Nun ändert sich aber die öffentliche Sphäre mit dem Aufkommen der sozialen Medien, die sich über elektronische Wege verbreiten und die ein nicht mehr zählbares Feld an Informationen in sich aufnehmen und weitergeben. Hier erscheint es zumindest theoretisch denkbar zu sein, dass man durch bestimmte Filterfunktionen die Themen herauslesen kann, welche die Menschen beschäftigen. Vielleicht kann man sogar durch das Herausfiltern bestimmter Reizworte in etwa die Meinung der Menschen erraten.
Aber ist das Ganze tatsächlich noch eine einheitliche „Sphäre“, in der dann ein weiser Politiker den Rat befolgen kann, den man schon kurz nach dem Jahr 1700 den Fürsten und Königen gab, dass sie nämlich in diese öffentliche Sphäre hineinhorchen und sich ein Bild davon machen sollten, welche Erwartungen man im Volk an eine weise Staatsführung hatte? Immerhin war damals eine moderne Staatsphilosophie bis zum Sonnenkönig Ludwig XIV. (1638 – 1715) mit der Wirkung vorgedrungen, dass er seinem Sohn schriftlich mitgab, er möge daran denken, dass ihm nur solche Untertanen treu ergeben sein würden, die ihr persönliches Wohl beim König in sicheren Händen wähnten.  Deren Meinung musste man also erst einmal kennen, wofür man Zugang zur public sphere haben musste, von der man damals auch sagte, sie sei eine Republic of Letters.
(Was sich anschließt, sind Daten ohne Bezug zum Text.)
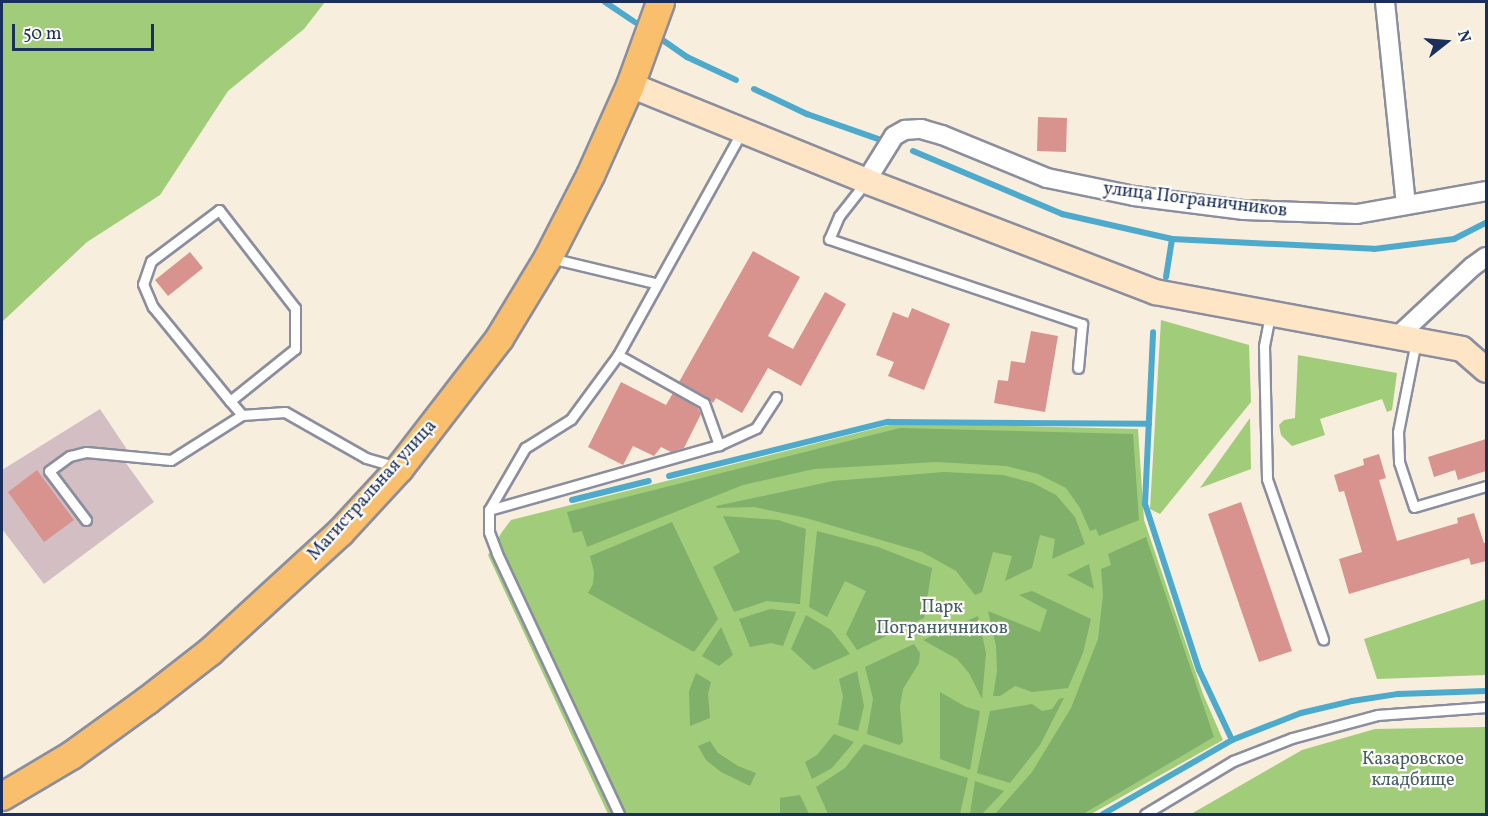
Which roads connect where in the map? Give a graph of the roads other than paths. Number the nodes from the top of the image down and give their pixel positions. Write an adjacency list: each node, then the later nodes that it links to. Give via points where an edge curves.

Heute haben sich zwei Dinge geändert. Zum einen ist die öffentliche Sphäre exponentiell größer geworden. Zum anderen ist sie, wie ich schon sagte, mithilfe von bestimmten Filterfunktionen auswertbar. Wird das nicht am Ende dazu führen, dass man feststellt: die einheitliche öffentliche Sphäre, aus der man Informationen über den geistigen Zustand seiner Mitmenschen schöpfen könnte, hat es nie gegeben?


* als eins der wichtigsten Bücher über diese Sphäre nennt Taylor das 1962 erschienene „Strukturwandel der Öffentlichkeit“ von Jürgen Habermas

** Etwas Ähnliches wie der Begriff social imaginary kommt offenbar schon bei Kant vor, der von dem "Schematismus der reinen Verständnisbegriffe" spricht.